Your assignment →
Each entry below is to be transcribed exactly.

Data for analysis →
········

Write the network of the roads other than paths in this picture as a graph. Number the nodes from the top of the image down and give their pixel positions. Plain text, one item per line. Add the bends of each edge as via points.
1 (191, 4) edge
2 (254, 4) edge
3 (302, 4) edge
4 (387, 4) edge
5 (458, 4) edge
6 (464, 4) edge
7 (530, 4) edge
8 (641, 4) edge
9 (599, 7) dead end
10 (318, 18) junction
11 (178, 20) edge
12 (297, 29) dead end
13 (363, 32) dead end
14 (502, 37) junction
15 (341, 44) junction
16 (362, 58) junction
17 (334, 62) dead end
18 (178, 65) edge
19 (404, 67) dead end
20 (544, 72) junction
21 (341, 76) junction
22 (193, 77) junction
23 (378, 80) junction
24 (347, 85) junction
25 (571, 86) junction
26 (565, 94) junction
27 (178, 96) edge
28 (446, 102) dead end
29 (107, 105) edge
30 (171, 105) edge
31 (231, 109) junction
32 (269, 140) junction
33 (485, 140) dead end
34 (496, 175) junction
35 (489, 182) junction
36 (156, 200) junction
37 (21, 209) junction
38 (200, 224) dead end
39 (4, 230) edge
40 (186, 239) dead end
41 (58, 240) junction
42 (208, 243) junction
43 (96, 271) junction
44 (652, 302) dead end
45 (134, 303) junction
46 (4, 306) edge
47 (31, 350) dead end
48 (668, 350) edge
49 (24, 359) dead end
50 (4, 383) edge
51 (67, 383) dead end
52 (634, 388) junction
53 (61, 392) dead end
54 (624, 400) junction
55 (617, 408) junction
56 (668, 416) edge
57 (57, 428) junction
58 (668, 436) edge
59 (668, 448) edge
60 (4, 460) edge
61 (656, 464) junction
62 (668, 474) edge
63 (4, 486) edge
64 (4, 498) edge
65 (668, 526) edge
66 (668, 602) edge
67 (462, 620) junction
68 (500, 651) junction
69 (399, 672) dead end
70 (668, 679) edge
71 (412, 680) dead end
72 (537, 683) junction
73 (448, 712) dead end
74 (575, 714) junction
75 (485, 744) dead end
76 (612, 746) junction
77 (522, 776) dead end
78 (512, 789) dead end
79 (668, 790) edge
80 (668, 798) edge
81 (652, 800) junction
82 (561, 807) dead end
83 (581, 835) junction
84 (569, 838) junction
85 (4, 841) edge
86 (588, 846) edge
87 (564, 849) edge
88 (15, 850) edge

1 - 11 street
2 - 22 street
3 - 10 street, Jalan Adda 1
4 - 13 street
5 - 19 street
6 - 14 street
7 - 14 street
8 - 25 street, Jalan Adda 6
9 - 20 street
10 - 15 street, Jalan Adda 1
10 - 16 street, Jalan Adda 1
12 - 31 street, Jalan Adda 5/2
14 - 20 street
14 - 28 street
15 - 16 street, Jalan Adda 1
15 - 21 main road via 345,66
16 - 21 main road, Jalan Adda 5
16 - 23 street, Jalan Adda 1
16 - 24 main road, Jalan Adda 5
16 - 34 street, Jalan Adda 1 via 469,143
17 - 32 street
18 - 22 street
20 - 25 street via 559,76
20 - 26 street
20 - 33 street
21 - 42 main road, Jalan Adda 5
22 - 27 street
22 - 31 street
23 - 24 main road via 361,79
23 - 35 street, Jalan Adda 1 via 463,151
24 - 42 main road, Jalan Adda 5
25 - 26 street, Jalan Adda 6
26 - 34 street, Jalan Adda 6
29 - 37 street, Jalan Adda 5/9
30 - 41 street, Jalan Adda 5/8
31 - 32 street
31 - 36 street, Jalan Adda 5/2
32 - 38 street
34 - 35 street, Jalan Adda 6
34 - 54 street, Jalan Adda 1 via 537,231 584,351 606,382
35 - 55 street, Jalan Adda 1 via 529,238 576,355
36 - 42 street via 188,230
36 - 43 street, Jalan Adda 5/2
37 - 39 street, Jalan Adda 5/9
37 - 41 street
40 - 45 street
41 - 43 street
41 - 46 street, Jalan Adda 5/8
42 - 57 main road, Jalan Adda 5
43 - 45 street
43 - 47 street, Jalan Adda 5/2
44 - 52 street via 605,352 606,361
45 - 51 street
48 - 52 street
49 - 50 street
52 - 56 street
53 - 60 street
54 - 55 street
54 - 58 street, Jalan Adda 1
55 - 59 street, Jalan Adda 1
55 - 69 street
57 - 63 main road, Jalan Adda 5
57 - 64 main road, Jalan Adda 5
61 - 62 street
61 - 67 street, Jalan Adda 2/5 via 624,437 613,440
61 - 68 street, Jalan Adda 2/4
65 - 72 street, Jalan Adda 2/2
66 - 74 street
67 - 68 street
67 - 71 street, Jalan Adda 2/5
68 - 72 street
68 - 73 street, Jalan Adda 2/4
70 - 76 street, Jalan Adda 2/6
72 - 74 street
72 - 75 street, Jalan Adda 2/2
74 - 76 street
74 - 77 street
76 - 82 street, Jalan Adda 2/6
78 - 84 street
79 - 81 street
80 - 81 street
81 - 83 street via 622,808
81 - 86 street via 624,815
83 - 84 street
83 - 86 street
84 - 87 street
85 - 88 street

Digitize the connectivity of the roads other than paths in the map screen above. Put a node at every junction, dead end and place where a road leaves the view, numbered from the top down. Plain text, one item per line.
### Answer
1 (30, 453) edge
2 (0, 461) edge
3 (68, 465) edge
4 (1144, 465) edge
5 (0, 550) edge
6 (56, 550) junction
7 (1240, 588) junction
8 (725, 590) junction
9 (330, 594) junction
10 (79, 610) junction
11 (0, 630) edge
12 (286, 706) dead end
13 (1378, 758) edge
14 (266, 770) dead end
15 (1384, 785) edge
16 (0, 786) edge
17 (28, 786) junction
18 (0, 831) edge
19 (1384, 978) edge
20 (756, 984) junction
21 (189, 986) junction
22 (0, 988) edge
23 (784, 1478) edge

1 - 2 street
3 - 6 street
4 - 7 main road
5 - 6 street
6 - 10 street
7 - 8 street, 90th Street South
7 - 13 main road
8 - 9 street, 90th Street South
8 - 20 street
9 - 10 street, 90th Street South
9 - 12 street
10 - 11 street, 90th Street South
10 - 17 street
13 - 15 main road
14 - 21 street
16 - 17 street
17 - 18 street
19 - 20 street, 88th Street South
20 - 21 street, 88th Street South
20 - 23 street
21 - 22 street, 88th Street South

········

Task response →
Write the network of the roads other than paths in this picture as a graph. Number the nodes from the top of the image down and give their pixel positions. Plain text, one item per line. Add the bends of each edge as via points.
1 (191, 4) edge
2 (254, 4) edge
3 (302, 4) edge
4 (387, 4) edge
5 (458, 4) edge
6 (464, 4) edge
7 (530, 4) edge
8 (641, 4) edge
9 (599, 7) dead end
10 (318, 18) junction
11 (178, 20) edge
12 (297, 29) dead end
13 (363, 32) dead end
14 (502, 37) junction
15 (341, 44) junction
16 (362, 58) junction
17 (334, 62) dead end
18 (178, 65) edge
19 (404, 67) dead end
20 (544, 72) junction
21 (341, 76) junction
22 (193, 77) junction
23 (378, 80) junction
24 (347, 85) junction
25 (571, 86) junction
26 (565, 94) junction
27 (178, 96) edge
28 (446, 102) dead end
29 (107, 105) edge
30 (171, 105) edge
31 (231, 109) junction
32 (269, 140) junction
33 (485, 140) dead end
34 (496, 175) junction
35 (489, 182) junction
36 (156, 200) junction
37 (21, 209) junction
38 (200, 224) dead end
39 (4, 230) edge
40 (186, 239) dead end
41 (58, 240) junction
42 (208, 243) junction
43 (96, 271) junction
44 (652, 302) dead end
45 (134, 303) junction
46 (4, 306) edge
47 (31, 350) dead end
48 (668, 350) edge
49 (24, 359) dead end
50 (4, 383) edge
51 (67, 383) dead end
52 (634, 388) junction
53 (61, 392) dead end
54 (624, 400) junction
55 (617, 408) junction
56 (668, 416) edge
57 (57, 428) junction
58 (668, 436) edge
59 (668, 448) edge
60 (4, 460) edge
61 (656, 464) junction
62 (668, 474) edge
63 (4, 486) edge
64 (4, 498) edge
65 (668, 526) edge
66 (668, 602) edge
67 (462, 620) junction
68 (500, 651) junction
69 (399, 672) dead end
70 (668, 679) edge
71 (412, 680) dead end
72 (537, 683) junction
73 (448, 712) dead end
74 (575, 714) junction
75 (485, 744) dead end
76 (612, 746) junction
77 (522, 776) dead end
78 (512, 789) dead end
79 (668, 790) edge
80 (668, 798) edge
81 (652, 800) junction
82 (561, 807) dead end
83 (581, 835) junction
84 (569, 838) junction
85 (4, 841) edge
86 (588, 846) edge
87 (564, 849) edge
88 (15, 850) edge

1 - 11 street
2 - 22 street
3 - 10 street, Jalan Adda 1
4 - 13 street
5 - 19 street
6 - 14 street
7 - 14 street
8 - 25 street, Jalan Adda 6
9 - 20 street
10 - 15 street, Jalan Adda 1
10 - 16 street, Jalan Adda 1
12 - 31 street, Jalan Adda 5/2
14 - 20 street
14 - 28 street
15 - 16 street, Jalan Adda 1
15 - 21 main road via 345,66
16 - 21 main road, Jalan Adda 5
16 - 23 street, Jalan Adda 1
16 - 24 main road, Jalan Adda 5
16 - 34 street, Jalan Adda 1 via 469,143
17 - 32 street
18 - 22 street
20 - 25 street via 559,76
20 - 26 street
20 - 33 street
21 - 42 main road, Jalan Adda 5
22 - 27 street
22 - 31 street
23 - 24 main road via 361,79
23 - 35 street, Jalan Adda 1 via 463,151
24 - 42 main road, Jalan Adda 5
25 - 26 street, Jalan Adda 6
26 - 34 street, Jalan Adda 6
29 - 37 street, Jalan Adda 5/9
30 - 41 street, Jalan Adda 5/8
31 - 32 street
31 - 36 street, Jalan Adda 5/2
32 - 38 street
34 - 35 street, Jalan Adda 6
34 - 54 street, Jalan Adda 1 via 537,231 584,351 606,382
35 - 55 street, Jalan Adda 1 via 529,238 576,355
36 - 42 street via 188,230
36 - 43 street, Jalan Adda 5/2
37 - 39 street, Jalan Adda 5/9
37 - 41 street
40 - 45 street
41 - 43 street
41 - 46 street, Jalan Adda 5/8
42 - 57 main road, Jalan Adda 5
43 - 45 street
43 - 47 street, Jalan Adda 5/2
44 - 52 street via 605,352 606,361
45 - 51 street
48 - 52 street
49 - 50 street
52 - 56 street
53 - 60 street
54 - 55 street
54 - 58 street, Jalan Adda 1
55 - 59 street, Jalan Adda 1
55 - 69 street
57 - 63 main road, Jalan Adda 5
57 - 64 main road, Jalan Adda 5
61 - 62 street
61 - 67 street, Jalan Adda 2/5 via 624,437 613,440
61 - 68 street, Jalan Adda 2/4
65 - 72 street, Jalan Adda 2/2
66 - 74 street
67 - 68 street
67 - 71 street, Jalan Adda 2/5
68 - 72 street
68 - 73 street, Jalan Adda 2/4
70 - 76 street, Jalan Adda 2/6
72 - 74 street
72 - 75 street, Jalan Adda 2/2
74 - 76 street
74 - 77 street
76 - 82 street, Jalan Adda 2/6
78 - 84 street
79 - 81 street
80 - 81 street
81 - 83 street via 622,808
81 - 86 street via 624,815
83 - 84 street
83 - 86 street
84 - 87 street
85 - 88 street

Digitize the connectivity of the roads other than paths in the map screen above. Put a node at every junction, dead end and place where a road leaves the view, numbered from the top down. Plain text, one item per line.
### Answer
1 (30, 453) edge
2 (0, 461) edge
3 (68, 465) edge
4 (1144, 465) edge
5 (0, 550) edge
6 (56, 550) junction
7 (1240, 588) junction
8 (725, 590) junction
9 (330, 594) junction
10 (79, 610) junction
11 (0, 630) edge
12 (286, 706) dead end
13 (1378, 758) edge
14 (266, 770) dead end
15 (1384, 785) edge
16 (0, 786) edge
17 (28, 786) junction
18 (0, 831) edge
19 (1384, 978) edge
20 (756, 984) junction
21 (189, 986) junction
22 (0, 988) edge
23 (784, 1478) edge

1 - 2 street
3 - 6 street
4 - 7 main road
5 - 6 street
6 - 10 street
7 - 8 street, 90th Street South
7 - 13 main road
8 - 9 street, 90th Street South
8 - 20 street
9 - 10 street, 90th Street South
9 - 12 street
10 - 11 street, 90th Street South
10 - 17 street
13 - 15 main road
14 - 21 street
16 - 17 street
17 - 18 street
19 - 20 street, 88th Street South
20 - 21 street, 88th Street South
20 - 23 street
21 - 22 street, 88th Street South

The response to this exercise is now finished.